For me, I have never worked on any project where the requirement was like this. Provided, if I get a requirement like this, I really don't know how to solve it.
Can anyone explain to me how it's done?
回答1:
System.out is just an instance of PrintStream. You can check its JavaDoc. Its variability is based on method overloading (multiple methods with the same name, but with different parameters).
This print stream is sending its output to so called standard output.
In your question you mention a technique called variadic functions (or varargs). Unfortunately that is not supported by PrintStream#print, so you must be mistaking this with something else. However it is very easy to implement these in Java. Just check the documentation.
And if you are curious how Java knows how to concatenate non-string variables "foo" + 1 + true + myObj, it is mainly responsibility of a Java compiler.
When there is no variable involved in the concatenation, the compiler simply concatenates the string. When there is a variable involved, the concatenation is translated into StringBuilder#append chain. There is no concatenation instruction in the resulting byte code; i.e. the + operator (when talking about string concatenation) is resolved during the compilation.
All types in Java can be converted to string (int via methods in Integer class, boolean via methods in Boolean class, objects via their own #toString, ...). You can check StringBuilder's source code if you are interested.
UPDATE: I was curious myself and checked (using javap) what my example System.out.println("foo" + 1 + true + myObj) compiles into. The result:
System.out.println(new StringBuilder("foo1true").append(myObj).toString());
回答2:
Even though it look as if System.put.print...() take a variable number of arguments it doesn't. If you look closely, the string is simply concatenated and you can do the same with any string. The only thing that happens is, that the objects you are passing in, are implicitily converted to a string by java calling the toString() method.

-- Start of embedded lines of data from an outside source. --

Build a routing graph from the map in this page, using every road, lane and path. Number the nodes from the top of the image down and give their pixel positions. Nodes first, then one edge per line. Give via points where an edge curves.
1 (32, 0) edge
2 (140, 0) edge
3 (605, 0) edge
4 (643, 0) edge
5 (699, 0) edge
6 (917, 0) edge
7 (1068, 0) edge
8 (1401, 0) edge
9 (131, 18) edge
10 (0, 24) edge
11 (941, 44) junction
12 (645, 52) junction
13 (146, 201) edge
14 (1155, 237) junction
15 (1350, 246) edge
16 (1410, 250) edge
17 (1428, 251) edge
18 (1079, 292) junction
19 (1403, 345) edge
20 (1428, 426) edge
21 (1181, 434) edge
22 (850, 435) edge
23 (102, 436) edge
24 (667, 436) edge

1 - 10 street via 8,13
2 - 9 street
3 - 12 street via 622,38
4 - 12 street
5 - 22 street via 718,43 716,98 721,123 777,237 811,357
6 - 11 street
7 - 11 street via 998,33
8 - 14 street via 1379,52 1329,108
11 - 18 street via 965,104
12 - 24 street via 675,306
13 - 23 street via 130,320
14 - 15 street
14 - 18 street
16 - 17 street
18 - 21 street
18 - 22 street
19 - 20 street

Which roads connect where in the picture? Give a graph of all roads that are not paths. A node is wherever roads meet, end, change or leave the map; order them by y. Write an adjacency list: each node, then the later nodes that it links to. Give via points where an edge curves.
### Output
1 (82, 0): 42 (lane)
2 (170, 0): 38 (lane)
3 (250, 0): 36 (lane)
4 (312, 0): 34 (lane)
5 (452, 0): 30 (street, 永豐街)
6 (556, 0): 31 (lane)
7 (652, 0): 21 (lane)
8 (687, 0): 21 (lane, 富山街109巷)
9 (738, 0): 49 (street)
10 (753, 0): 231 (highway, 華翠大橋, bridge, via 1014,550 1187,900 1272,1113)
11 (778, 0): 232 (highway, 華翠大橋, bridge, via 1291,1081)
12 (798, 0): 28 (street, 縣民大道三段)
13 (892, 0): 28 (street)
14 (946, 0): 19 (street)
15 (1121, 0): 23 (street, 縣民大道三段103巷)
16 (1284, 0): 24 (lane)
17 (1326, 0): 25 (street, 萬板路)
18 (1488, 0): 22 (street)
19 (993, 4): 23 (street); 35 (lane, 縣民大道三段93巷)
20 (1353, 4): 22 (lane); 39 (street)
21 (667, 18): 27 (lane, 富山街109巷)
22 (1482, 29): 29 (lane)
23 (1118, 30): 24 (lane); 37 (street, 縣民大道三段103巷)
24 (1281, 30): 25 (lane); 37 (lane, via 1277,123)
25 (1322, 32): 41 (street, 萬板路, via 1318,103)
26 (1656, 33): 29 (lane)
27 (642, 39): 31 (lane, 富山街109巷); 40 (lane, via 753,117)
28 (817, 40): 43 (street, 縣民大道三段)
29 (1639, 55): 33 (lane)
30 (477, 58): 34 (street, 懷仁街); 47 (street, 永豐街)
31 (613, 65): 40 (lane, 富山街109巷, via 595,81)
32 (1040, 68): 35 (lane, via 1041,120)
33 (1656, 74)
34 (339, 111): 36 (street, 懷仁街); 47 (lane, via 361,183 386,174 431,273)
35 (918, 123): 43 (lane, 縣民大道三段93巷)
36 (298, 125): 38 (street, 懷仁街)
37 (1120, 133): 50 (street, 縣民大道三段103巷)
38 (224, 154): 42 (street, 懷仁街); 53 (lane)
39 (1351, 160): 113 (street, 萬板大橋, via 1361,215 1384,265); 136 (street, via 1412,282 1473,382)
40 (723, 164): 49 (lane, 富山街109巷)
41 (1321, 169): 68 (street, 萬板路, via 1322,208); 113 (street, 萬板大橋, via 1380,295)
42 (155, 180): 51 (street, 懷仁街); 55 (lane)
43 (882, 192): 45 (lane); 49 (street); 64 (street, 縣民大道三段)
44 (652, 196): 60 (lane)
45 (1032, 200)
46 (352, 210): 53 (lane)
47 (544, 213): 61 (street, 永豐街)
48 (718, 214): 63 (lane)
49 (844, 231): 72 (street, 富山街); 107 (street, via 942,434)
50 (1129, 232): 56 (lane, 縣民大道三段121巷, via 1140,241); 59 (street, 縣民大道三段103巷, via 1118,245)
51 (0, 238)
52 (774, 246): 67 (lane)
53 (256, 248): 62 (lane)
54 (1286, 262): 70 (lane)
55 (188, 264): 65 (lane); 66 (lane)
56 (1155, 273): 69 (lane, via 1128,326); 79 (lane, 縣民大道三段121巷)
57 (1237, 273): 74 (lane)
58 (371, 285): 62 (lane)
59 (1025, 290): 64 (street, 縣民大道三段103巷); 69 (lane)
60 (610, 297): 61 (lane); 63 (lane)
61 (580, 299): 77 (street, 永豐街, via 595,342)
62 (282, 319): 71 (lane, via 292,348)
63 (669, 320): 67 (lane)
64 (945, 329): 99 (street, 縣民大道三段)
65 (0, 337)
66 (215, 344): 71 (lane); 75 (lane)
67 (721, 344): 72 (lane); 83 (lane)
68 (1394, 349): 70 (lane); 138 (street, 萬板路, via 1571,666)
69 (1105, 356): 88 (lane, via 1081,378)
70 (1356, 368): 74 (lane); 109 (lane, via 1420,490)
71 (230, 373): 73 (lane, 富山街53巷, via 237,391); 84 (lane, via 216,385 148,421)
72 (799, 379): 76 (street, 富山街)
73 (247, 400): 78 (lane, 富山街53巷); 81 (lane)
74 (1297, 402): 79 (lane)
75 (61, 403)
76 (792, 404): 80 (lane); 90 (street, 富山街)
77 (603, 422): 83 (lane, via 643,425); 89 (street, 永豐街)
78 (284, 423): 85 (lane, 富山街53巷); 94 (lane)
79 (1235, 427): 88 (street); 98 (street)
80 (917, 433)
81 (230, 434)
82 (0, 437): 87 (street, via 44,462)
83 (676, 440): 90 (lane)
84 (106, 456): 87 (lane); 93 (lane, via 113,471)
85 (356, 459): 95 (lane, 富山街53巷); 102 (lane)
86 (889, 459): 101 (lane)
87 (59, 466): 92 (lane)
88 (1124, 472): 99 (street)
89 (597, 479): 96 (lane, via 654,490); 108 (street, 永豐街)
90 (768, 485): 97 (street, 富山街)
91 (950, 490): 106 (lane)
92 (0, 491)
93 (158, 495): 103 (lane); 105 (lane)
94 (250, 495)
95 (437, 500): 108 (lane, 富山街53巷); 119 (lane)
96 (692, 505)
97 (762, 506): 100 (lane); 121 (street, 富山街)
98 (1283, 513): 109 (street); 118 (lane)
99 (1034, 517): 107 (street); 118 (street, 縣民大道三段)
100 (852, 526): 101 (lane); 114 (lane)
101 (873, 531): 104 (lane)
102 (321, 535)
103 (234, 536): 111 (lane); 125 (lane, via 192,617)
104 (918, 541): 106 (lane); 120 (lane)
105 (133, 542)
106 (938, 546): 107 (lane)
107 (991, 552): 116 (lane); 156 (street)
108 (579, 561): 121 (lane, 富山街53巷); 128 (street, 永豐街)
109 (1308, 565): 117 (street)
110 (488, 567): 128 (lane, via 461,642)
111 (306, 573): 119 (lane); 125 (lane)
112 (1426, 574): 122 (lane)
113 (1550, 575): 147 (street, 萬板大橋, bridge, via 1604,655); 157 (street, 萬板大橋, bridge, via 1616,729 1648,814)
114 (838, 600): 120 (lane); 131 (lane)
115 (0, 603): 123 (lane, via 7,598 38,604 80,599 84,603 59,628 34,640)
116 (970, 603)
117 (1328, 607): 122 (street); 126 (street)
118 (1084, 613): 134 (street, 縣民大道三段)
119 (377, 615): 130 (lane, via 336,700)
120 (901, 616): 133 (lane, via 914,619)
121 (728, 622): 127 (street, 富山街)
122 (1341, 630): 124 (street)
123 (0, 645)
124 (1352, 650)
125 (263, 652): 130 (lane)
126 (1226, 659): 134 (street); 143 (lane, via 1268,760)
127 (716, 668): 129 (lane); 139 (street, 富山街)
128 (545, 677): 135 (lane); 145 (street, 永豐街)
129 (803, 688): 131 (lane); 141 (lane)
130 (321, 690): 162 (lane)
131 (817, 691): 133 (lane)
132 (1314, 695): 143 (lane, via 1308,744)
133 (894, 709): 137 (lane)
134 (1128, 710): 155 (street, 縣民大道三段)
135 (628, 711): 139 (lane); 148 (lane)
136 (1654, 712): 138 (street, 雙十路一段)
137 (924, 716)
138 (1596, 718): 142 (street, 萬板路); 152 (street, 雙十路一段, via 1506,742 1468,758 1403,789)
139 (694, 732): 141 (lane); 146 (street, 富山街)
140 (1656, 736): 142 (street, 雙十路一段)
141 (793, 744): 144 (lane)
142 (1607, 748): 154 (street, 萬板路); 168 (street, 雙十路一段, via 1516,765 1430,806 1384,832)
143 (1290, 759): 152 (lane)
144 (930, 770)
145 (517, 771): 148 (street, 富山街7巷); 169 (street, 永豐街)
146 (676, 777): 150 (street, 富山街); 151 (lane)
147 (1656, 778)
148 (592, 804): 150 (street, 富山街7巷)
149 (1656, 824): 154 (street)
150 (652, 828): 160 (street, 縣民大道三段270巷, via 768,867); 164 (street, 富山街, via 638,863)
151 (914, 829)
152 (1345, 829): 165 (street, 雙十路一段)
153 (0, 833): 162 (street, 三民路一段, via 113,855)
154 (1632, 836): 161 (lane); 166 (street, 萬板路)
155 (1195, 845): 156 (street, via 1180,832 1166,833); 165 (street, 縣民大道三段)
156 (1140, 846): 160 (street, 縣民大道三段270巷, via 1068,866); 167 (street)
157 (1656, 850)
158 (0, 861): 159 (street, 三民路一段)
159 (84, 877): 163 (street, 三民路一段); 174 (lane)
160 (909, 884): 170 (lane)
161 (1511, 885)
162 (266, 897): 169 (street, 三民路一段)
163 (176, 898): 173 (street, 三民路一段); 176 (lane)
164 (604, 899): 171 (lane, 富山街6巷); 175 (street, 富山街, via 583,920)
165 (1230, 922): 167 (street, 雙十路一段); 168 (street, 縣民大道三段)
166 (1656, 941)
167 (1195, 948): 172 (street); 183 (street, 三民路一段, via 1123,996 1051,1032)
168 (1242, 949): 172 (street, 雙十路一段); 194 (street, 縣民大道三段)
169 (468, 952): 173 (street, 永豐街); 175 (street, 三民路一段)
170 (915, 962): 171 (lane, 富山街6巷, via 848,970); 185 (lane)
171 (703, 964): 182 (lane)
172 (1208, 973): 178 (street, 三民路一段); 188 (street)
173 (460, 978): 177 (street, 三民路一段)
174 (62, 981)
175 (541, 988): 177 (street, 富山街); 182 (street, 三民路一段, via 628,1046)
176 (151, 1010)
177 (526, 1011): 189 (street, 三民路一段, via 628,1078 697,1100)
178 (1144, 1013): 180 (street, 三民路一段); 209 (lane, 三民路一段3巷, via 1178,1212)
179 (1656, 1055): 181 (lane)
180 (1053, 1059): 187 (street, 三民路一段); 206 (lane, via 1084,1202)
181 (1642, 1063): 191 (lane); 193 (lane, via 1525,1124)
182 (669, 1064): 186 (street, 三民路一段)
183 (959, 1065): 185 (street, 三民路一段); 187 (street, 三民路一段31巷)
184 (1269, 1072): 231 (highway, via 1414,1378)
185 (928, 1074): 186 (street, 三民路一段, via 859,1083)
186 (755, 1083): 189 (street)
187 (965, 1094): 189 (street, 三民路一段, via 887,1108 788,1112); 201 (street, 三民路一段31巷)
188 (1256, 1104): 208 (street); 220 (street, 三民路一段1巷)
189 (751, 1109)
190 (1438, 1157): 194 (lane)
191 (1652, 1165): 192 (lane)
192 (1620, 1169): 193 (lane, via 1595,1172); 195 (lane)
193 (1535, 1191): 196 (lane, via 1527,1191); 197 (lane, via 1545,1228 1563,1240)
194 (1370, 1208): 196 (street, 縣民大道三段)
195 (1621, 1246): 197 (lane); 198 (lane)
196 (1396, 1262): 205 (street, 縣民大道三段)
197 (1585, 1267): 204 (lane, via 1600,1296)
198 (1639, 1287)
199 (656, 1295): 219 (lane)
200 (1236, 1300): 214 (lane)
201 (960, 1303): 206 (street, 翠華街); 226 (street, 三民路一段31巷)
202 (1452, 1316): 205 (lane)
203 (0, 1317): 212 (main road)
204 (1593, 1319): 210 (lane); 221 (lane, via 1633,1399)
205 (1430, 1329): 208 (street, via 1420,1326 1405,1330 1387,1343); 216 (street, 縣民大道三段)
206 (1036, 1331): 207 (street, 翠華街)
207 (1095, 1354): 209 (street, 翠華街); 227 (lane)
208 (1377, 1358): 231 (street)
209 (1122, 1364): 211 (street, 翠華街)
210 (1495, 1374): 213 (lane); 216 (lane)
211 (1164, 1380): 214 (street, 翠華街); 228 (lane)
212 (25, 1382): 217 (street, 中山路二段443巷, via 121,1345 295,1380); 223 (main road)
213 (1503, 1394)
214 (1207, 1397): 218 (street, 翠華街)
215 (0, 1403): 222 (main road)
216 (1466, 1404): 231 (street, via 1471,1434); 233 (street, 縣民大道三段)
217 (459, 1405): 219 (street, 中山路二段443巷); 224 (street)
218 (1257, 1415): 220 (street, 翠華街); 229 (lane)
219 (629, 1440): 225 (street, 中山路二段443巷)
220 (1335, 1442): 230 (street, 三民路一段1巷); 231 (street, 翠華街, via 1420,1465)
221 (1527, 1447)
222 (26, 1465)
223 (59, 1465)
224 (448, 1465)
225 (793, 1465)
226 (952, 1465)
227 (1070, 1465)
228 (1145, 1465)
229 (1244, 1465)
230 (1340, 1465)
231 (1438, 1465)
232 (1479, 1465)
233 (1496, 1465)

If you try to do this it will fail:
int i = 0; String s = i; System.out.println(s);
Reason is, because here the implicit conversion is not done.
However if you change it to
int i = 0; String s = ""+i; System.out.println(s);
it works and this is what happens when using System.put.print...() as well.
If you want to implement a variable number of arguments in java to mimimc something like C printf you can declare it like this:
public void t(String s, String ... args) { String val = args[1]; }
What happens here is that an array of Strings is passed in, with the length of the provided arguments. Here Java can do the type checking for you.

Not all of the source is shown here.